*Stored data*
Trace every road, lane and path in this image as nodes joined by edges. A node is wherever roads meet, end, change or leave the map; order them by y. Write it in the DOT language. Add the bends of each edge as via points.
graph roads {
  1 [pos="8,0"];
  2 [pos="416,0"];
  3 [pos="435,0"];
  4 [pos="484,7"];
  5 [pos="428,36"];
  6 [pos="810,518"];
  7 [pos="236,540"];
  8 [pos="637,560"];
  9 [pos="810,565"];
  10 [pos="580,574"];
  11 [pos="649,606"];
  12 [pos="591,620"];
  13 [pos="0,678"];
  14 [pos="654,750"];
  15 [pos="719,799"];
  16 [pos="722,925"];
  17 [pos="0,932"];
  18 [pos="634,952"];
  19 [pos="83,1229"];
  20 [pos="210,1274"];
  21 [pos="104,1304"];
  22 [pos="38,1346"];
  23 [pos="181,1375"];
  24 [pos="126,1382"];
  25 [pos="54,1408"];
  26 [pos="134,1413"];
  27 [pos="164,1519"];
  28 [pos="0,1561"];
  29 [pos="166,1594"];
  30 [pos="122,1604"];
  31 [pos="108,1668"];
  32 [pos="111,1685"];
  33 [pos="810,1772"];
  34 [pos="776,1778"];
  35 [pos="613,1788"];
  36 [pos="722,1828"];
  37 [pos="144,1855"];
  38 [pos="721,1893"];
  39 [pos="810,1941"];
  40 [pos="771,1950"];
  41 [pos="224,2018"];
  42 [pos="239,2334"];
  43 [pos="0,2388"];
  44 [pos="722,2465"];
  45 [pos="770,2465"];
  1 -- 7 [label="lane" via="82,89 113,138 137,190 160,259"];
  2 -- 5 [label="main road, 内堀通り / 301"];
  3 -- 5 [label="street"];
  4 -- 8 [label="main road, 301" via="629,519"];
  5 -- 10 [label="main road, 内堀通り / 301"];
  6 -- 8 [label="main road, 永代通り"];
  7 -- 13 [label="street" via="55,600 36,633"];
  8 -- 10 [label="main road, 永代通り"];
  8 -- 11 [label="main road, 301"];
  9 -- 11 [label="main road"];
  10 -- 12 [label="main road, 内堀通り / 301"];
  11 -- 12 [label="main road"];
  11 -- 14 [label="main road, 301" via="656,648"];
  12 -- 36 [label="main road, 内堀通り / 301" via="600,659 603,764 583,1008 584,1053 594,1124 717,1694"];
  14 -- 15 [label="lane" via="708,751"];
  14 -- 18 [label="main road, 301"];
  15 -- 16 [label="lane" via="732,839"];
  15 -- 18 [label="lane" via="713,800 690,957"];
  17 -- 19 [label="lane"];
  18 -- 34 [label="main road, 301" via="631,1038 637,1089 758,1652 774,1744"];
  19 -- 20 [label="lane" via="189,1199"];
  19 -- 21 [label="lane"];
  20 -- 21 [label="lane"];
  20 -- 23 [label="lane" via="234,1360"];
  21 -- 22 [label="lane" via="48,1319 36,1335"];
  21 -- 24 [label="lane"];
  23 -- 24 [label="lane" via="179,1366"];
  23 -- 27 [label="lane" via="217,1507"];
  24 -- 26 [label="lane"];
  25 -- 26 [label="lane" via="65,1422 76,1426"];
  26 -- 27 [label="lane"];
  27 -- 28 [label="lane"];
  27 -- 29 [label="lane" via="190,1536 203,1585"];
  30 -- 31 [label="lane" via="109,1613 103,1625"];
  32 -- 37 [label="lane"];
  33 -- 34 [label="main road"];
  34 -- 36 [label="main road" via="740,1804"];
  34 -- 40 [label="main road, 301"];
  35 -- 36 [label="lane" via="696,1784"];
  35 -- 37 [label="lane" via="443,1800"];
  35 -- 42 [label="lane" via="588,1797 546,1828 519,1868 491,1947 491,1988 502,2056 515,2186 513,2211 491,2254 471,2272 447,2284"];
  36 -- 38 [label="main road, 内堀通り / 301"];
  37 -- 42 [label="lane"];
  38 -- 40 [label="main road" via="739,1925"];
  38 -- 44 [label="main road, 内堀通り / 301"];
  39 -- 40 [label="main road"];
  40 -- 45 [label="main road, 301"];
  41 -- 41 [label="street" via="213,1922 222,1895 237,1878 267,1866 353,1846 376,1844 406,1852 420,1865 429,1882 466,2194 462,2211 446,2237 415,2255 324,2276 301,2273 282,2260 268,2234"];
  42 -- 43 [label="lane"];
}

*DESCRIPTION OF THE TASK*
Reproduce the entries exactly, dropping nothing.

*REPLY*
Trace every road, lane and path in this image as nodes joined by edges. A node is wherever roads meet, end, change or leave the map; order them by y. Write it in the DOT language. Add the bends of each edge as via points.
graph roads {
  1 [pos="8,0"];
  2 [pos="416,0"];
  3 [pos="435,0"];
  4 [pos="484,7"];
  5 [pos="428,36"];
  6 [pos="810,518"];
  7 [pos="236,540"];
  8 [pos="637,560"];
  9 [pos="810,565"];
  10 [pos="580,574"];
  11 [pos="649,606"];
  12 [pos="591,620"];
  13 [pos="0,678"];
  14 [pos="654,750"];
  15 [pos="719,799"];
  16 [pos="722,925"];
  17 [pos="0,932"];
  18 [pos="634,952"];
  19 [pos="83,1229"];
  20 [pos="210,1274"];
  21 [pos="104,1304"];
  22 [pos="38,1346"];
  23 [pos="181,1375"];
  24 [pos="126,1382"];
  25 [pos="54,1408"];
  26 [pos="134,1413"];
  27 [pos="164,1519"];
  28 [pos="0,1561"];
  29 [pos="166,1594"];
  30 [pos="122,1604"];
  31 [pos="108,1668"];
  32 [pos="111,1685"];
  33 [pos="810,1772"];
  34 [pos="776,1778"];
  35 [pos="613,1788"];
  36 [pos="722,1828"];
  37 [pos="144,1855"];
  38 [pos="721,1893"];
  39 [pos="810,1941"];
  40 [pos="771,1950"];
  41 [pos="224,2018"];
  42 [pos="239,2334"];
  43 [pos="0,2388"];
  44 [pos="722,2465"];
  45 [pos="770,2465"];
  1 -- 7 [label="lane" via="82,89 113,138 137,190 160,259"];
  2 -- 5 [label="main road, 内堀通り / 301"];
  3 -- 5 [label="street"];
  4 -- 8 [label="main road, 301" via="629,519"];
  5 -- 10 [label="main road, 内堀通り / 301"];
  6 -- 8 [label="main road, 永代通り"];
  7 -- 13 [label="street" via="55,600 36,633"];
  8 -- 10 [label="main road, 永代通り"];
  8 -- 11 [label="main road, 301"];
  9 -- 11 [label="main road"];
  10 -- 12 [label="main road, 内堀通り / 301"];
  11 -- 12 [label="main road"];
  11 -- 14 [label="main road, 301" via="656,648"];
  12 -- 36 [label="main road, 内堀通り / 301" via="600,659 603,764 583,1008 584,1053 594,1124 717,1694"];
  14 -- 15 [label="lane" via="708,751"];
  14 -- 18 [label="main road, 301"];
  15 -- 16 [label="lane" via="732,839"];
  15 -- 18 [label="lane" via="713,800 690,957"];
  17 -- 19 [label="lane"];
  18 -- 34 [label="main road, 301" via="631,1038 637,1089 758,1652 774,1744"];
  19 -- 20 [label="lane" via="189,1199"];
  19 -- 21 [label="lane"];
  20 -- 21 [label="lane"];
  20 -- 23 [label="lane" via="234,1360"];
  21 -- 22 [label="lane" via="48,1319 36,1335"];
  21 -- 24 [label="lane"];
  23 -- 24 [label="lane" via="179,1366"];
  23 -- 27 [label="lane" via="217,1507"];
  24 -- 26 [label="lane"];
  25 -- 26 [label="lane" via="65,1422 76,1426"];
  26 -- 27 [label="lane"];
  27 -- 28 [label="lane"];
  27 -- 29 [label="lane" via="190,1536 203,1585"];
  30 -- 31 [label="lane" via="109,1613 103,1625"];
  32 -- 37 [label="lane"];
  33 -- 34 [label="main road"];
  34 -- 36 [label="main road" via="740,1804"];
  34 -- 40 [label="main road, 301"];
  35 -- 36 [label="lane" via="696,1784"];
  35 -- 37 [label="lane" via="443,1800"];
  35 -- 42 [label="lane" via="588,1797 546,1828 519,1868 491,1947 491,1988 502,2056 515,2186 513,2211 491,2254 471,2272 447,2284"];
  36 -- 38 [label="main road, 内堀通り / 301"];
  37 -- 42 [label="lane"];
  38 -- 40 [label="main road" via="739,1925"];
  38 -- 44 [label="main road, 内堀通り / 301"];
  39 -- 40 [label="main road"];
  40 -- 45 [label="main road, 301"];
  41 -- 41 [label="street" via="213,1922 222,1895 237,1878 267,1866 353,1846 376,1844 406,1852 420,1865 429,1882 466,2194 462,2211 446,2237 415,2255 324,2276 301,2273 282,2260 268,2234"];
  42 -- 43 [label="lane"];
}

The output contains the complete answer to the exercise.